Among the entries, find the lines with the string "SCALES" and report them.

Raw data -
- - -

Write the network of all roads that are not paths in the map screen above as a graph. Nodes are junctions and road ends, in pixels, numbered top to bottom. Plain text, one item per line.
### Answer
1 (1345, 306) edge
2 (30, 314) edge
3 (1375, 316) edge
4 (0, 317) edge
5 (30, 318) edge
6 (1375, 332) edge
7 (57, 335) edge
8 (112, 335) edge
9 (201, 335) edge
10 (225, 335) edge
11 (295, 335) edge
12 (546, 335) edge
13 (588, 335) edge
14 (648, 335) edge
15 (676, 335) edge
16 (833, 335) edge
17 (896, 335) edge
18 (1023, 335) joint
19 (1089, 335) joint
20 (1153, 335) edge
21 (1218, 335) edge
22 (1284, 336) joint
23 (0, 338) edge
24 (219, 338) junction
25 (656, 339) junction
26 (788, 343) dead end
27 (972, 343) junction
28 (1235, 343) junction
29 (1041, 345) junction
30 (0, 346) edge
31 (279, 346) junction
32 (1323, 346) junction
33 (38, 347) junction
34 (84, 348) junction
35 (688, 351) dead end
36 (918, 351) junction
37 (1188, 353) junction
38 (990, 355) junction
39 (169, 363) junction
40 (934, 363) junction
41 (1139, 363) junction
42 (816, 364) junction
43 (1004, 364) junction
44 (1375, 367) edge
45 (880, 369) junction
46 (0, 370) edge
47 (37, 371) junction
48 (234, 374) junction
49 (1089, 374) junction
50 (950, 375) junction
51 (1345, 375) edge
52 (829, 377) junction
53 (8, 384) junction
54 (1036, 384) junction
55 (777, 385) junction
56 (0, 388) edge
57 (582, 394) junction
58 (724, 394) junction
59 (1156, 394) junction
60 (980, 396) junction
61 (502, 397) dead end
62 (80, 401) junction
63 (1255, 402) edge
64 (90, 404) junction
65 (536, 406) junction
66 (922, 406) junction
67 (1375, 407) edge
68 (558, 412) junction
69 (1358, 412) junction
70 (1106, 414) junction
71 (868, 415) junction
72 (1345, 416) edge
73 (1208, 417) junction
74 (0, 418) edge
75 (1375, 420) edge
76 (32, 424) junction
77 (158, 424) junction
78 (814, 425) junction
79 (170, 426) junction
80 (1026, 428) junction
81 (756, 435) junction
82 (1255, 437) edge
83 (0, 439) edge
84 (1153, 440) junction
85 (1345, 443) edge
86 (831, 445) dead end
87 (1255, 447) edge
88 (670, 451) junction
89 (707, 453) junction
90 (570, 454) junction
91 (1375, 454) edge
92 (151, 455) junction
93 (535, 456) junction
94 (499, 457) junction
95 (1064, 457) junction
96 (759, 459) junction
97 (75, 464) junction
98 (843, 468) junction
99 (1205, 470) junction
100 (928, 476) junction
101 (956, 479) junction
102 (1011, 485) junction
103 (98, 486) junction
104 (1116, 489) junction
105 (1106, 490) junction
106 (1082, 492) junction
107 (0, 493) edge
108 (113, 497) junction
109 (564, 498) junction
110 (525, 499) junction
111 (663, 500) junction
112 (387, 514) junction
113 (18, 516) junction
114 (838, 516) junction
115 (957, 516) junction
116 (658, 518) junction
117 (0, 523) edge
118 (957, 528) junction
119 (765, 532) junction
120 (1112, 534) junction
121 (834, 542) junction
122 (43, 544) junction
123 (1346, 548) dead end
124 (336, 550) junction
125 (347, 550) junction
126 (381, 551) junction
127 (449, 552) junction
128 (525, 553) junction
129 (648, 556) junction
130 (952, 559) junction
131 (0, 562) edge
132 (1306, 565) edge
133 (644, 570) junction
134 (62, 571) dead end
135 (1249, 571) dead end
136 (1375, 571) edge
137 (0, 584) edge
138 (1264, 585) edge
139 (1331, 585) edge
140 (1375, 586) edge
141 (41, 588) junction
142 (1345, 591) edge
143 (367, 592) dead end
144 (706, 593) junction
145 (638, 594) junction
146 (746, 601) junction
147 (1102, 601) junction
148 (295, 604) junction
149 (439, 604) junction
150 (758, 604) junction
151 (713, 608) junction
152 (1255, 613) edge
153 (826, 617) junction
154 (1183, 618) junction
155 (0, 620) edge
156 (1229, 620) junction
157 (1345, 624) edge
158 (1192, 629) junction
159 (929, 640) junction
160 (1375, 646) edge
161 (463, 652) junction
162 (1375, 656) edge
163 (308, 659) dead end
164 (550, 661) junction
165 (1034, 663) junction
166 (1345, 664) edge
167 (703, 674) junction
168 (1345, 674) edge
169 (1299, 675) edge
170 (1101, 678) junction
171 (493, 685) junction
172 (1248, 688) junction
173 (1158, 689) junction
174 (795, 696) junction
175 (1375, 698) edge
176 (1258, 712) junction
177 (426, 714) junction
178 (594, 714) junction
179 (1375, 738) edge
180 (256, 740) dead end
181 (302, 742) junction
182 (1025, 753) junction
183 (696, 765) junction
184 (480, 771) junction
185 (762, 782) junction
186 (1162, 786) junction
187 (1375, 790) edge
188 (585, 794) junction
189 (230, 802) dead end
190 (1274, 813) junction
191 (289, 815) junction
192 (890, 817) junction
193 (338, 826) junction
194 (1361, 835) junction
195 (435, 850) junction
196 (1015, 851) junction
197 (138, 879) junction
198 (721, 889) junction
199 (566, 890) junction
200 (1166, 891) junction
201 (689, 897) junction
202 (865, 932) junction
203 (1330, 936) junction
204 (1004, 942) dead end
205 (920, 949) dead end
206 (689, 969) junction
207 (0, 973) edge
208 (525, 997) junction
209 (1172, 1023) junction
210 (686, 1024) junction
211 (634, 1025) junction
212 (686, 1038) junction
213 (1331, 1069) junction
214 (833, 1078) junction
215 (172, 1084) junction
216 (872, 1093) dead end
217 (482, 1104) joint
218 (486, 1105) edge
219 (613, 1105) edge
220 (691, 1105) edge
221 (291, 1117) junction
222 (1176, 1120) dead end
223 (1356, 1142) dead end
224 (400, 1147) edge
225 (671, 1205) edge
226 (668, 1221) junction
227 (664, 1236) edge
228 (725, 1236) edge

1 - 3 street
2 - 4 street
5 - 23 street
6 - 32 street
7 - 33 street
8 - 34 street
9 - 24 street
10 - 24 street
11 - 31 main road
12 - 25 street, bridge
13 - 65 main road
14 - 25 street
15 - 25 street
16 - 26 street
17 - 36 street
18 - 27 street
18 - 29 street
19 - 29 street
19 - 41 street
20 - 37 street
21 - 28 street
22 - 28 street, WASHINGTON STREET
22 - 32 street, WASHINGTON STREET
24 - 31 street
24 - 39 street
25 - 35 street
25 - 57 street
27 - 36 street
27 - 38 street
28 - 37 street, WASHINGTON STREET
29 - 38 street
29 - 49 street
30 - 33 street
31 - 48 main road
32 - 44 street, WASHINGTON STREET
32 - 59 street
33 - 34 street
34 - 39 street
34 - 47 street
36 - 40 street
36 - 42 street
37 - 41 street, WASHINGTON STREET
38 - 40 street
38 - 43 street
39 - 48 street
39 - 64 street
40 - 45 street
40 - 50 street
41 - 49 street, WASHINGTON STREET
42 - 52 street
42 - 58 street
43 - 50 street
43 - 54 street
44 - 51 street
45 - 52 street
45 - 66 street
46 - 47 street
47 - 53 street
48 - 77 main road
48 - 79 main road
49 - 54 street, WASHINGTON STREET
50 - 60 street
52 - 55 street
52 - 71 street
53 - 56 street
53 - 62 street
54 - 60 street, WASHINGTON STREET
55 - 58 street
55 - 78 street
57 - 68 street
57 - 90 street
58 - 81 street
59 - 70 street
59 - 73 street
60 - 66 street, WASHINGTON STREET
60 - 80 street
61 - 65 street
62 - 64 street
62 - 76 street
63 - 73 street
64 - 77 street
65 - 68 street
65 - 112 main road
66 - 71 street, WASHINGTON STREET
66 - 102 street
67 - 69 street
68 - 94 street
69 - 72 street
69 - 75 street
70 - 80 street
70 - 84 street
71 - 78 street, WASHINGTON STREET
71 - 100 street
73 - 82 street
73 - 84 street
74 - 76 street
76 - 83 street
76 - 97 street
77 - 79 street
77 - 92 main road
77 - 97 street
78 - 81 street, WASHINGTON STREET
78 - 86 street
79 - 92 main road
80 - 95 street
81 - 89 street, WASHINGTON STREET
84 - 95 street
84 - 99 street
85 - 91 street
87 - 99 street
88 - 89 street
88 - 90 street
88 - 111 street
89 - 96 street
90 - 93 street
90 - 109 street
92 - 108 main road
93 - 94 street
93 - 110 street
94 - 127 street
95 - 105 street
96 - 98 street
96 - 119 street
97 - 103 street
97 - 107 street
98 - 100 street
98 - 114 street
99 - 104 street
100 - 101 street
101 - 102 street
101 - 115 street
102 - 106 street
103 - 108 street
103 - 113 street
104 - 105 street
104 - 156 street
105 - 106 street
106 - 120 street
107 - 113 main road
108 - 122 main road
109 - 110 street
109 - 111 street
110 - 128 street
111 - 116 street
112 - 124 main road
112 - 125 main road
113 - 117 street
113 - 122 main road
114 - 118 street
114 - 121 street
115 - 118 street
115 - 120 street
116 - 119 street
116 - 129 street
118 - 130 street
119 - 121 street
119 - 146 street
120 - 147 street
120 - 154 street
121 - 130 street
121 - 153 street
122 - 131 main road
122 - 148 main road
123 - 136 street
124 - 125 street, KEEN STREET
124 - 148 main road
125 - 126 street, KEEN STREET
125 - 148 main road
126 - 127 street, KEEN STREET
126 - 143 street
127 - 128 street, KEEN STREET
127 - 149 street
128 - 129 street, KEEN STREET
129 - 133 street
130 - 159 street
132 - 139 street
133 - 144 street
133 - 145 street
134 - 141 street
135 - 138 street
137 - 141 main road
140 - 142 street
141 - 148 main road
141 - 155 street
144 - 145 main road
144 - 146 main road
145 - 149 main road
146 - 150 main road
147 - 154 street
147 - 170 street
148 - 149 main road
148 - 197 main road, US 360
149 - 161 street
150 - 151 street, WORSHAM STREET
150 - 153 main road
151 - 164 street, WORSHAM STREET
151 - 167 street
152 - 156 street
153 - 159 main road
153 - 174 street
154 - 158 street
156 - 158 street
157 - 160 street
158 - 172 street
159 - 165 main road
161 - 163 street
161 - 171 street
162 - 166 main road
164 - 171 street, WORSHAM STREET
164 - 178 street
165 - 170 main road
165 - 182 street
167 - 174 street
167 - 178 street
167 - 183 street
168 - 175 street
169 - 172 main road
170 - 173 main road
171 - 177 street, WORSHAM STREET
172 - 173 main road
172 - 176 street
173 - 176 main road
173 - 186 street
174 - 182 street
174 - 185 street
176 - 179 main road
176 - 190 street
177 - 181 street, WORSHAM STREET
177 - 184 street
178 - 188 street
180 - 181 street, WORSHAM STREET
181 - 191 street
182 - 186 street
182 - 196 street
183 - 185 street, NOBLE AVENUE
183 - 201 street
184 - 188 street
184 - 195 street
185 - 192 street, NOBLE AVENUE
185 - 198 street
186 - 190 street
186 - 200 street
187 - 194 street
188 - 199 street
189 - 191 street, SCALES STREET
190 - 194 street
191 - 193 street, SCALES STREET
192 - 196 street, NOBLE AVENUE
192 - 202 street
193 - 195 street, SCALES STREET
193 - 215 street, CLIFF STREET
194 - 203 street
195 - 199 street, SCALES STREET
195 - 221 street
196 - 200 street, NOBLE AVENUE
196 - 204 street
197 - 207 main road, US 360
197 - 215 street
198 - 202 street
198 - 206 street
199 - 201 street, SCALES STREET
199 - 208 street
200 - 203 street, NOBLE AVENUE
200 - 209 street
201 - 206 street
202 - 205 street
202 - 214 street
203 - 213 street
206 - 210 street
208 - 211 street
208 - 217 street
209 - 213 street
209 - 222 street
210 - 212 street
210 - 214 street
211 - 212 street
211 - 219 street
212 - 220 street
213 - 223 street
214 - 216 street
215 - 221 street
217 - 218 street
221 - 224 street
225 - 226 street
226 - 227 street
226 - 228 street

- - -

Reply to the exercise -
189 - 191 street, SCALES STREET
191 - 193 street, SCALES STREET
193 - 195 street, SCALES STREET
195 - 199 street, SCALES STREET
199 - 201 street, SCALES STREET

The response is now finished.